Bug #708469 reported by Matt Giuca
6
This bug affects 1 person
Affects Status Importance Assigned to Milestone
Mars
Fix Committed
Medium
Matt Giuca

Bug Description

The built-in 'is' function currently has the following semantics (as defined in the manual and implemented in the interpreter):
- For ints, this is the same as eq,
- For functions, this is an error (same as eq),
- For everything else (arrays and user-defined types), it performs reference equality.

This can't be implemented in the LLVM backend or other low-level back-ends without a type dictionary (which is quite unnecessary) -- all because of the special cases for int and function. Change the semantics to simply state that it performs reference equality on all types. If the two values have the same identity (are the result of the same allocation operation, or reference the same static object in the program source), it returns true; else it returns false.

The key here for implementers is that this allows a great deal of implementation freedom (and carries some degree of unspecified behaviour), as being a pure language, it is not fully specified what it means for two values to have the same identity. We make a couple of specifications:
- If two objects are inequal (according to 'eq'), they MUST not have the same identity. For functions (where 'eq' is an error), if two functions do not return the same results for all inputs (including errors and nontermination), they MUST not have the same identity -- note that this is decidable because it only goes one way, and the simplest way to interpret this is that each function object has a different identity.
- If two function objects are the same function from the program source, they MUST have the same identity. Note that this does not apply to CGCs.
- If two objects are the result of the same allocation operation, they MUST have the same identity.

For anything not covered by the above rule, the result is unspecified, and may be determined by the implementation (and need not be consistent either). The idea is that 'is' requires no special effort on the part of implementers; it can just use whatever underlying identity mechanism is available. The above three rules are trivial to satisfy, and anything else depends on the implementation.

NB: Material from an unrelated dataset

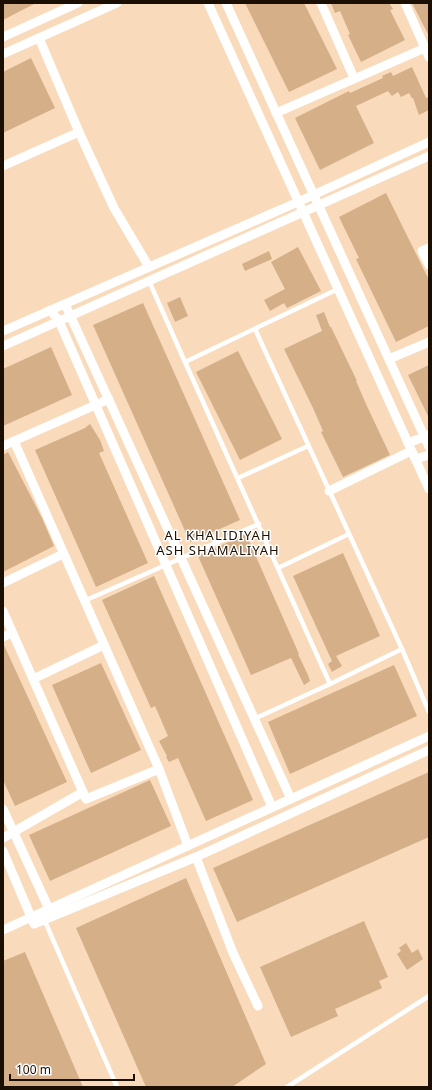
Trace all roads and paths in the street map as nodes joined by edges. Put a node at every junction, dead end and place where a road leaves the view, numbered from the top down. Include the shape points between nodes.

The only rule is that 'is' has to use the same semantics as the other impure functions and operations in determining what will be mutated. So the definition of "what does it mean to have the same identity" is no longer part of the 'is' specification, but it's more of a language-level thing (but it only affects impure constructs).

This rule allows a lot of implementation freedom. Firstly, it allows any optimisation where the compiler realises two values are equal, so gives them the same identity (any equal objects are allowed to have the same identity). This includes conservatively realising that two functions compute the same thing and combining them, and interning values such as array constants. It also allows an unboxed Int representation, where any two equal unboxed Ints will be considered to have the same identity. It even allows a sufficiently-detailed string representation of a function (such as that provided by the current Mars interpreter) to be used as the function's identity -- inequal functions will never be given the same string.

Importantly, an implementation which uses untagged boxed and unboxed values (such as LLVM) can implement 'is' without type dictionaries, simply by comparing the bit pattern of the values. Boxed values will give a proper reference comparison, and unboxed values will give an equality comparison which is sufficient as long as no mutation of the unboxed value is allowed.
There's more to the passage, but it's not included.